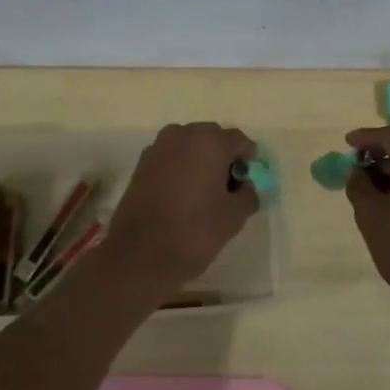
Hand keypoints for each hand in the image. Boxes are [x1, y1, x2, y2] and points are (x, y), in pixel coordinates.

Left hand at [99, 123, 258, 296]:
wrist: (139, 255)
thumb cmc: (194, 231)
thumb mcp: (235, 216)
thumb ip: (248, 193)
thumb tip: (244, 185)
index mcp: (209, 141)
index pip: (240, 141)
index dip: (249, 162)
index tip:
------------------------------------------------------------
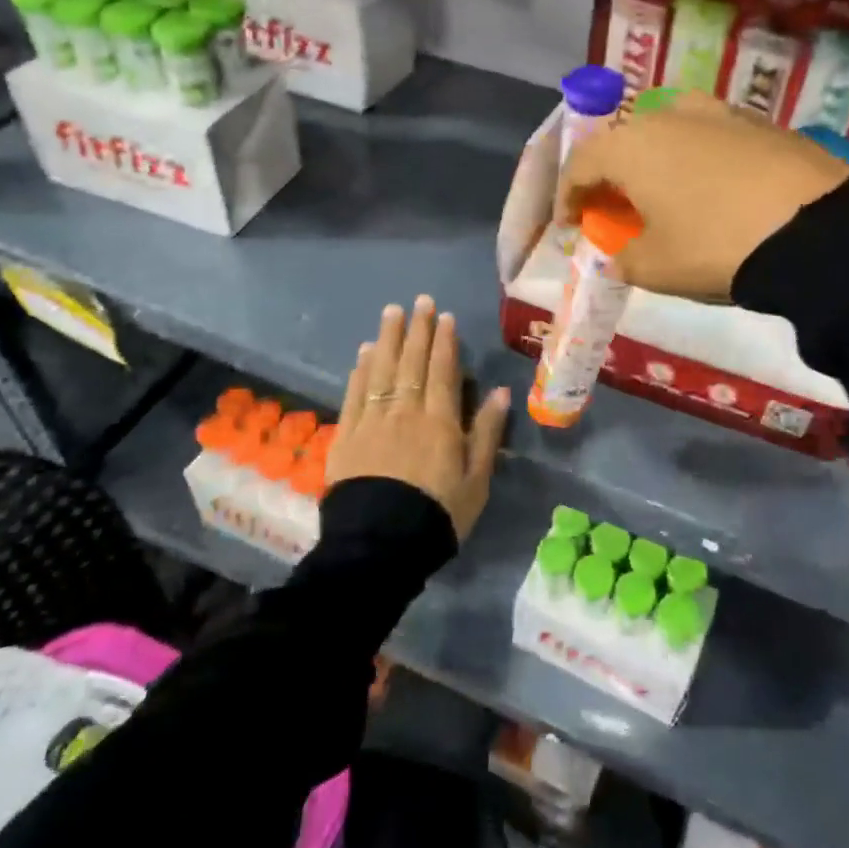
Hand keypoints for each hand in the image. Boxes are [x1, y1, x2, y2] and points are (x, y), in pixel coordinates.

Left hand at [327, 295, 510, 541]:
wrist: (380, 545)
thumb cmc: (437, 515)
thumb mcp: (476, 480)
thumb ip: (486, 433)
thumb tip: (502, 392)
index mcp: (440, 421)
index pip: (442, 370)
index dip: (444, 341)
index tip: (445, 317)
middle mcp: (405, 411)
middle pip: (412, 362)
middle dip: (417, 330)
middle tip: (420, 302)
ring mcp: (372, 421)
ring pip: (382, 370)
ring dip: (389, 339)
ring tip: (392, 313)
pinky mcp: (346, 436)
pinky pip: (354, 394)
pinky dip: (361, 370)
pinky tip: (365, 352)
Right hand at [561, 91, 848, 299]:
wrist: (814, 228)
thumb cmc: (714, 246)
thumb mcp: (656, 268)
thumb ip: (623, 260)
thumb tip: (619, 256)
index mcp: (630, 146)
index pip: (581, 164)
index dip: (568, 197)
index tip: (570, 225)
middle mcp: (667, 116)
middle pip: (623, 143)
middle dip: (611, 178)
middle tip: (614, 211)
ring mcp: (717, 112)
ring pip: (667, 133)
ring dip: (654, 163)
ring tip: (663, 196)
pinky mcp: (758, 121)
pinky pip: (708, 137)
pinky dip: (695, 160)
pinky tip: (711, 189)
------------------------------------------------------------
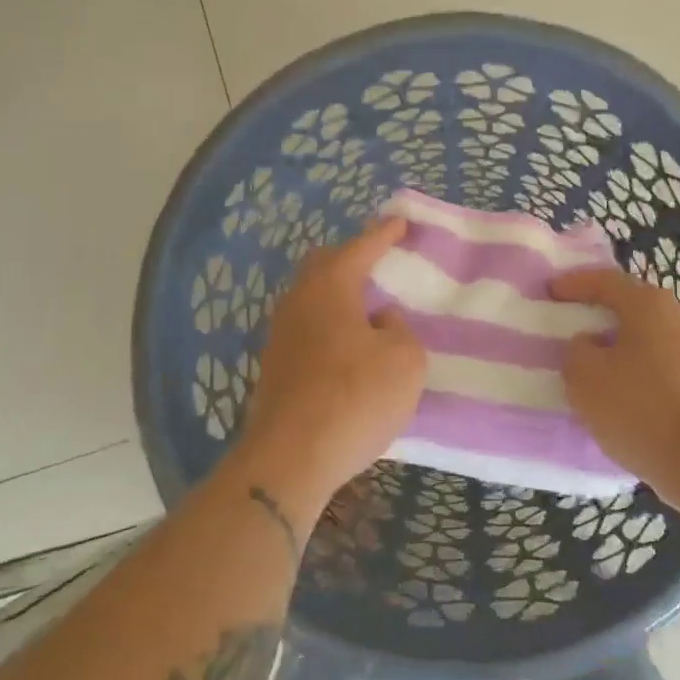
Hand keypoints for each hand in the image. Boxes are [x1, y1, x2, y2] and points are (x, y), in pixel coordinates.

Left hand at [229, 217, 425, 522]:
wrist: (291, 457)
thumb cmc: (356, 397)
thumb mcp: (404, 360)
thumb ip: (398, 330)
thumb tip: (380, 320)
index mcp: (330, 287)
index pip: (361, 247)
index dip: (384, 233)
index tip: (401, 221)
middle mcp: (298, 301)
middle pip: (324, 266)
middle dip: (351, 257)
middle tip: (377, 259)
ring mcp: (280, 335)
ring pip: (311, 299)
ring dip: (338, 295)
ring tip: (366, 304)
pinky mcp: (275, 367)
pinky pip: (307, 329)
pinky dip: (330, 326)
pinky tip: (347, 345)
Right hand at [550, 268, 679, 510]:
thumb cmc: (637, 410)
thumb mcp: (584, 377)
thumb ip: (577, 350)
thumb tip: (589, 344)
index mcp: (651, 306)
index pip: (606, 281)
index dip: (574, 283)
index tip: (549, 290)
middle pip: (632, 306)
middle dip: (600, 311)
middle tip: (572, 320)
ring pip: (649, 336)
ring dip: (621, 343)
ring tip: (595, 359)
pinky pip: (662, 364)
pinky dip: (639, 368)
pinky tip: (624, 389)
------------------------------------------------------------
◆ Work request
Copy out the lines above exactly, beginning at the one that contains "index tip: (549, 290)" and ending at the one that contains "pinky tip: (624, 389)".

◆ Answer to the problem
index tip: (549, 290)
middle pip: (632, 306)
middle dip: (600, 311)
middle tip: (572, 320)
ring pip: (649, 336)
ring dip: (621, 343)
ring tip: (595, 359)
pinky pip: (662, 364)
pinky dip: (639, 368)
pinky tip: (624, 389)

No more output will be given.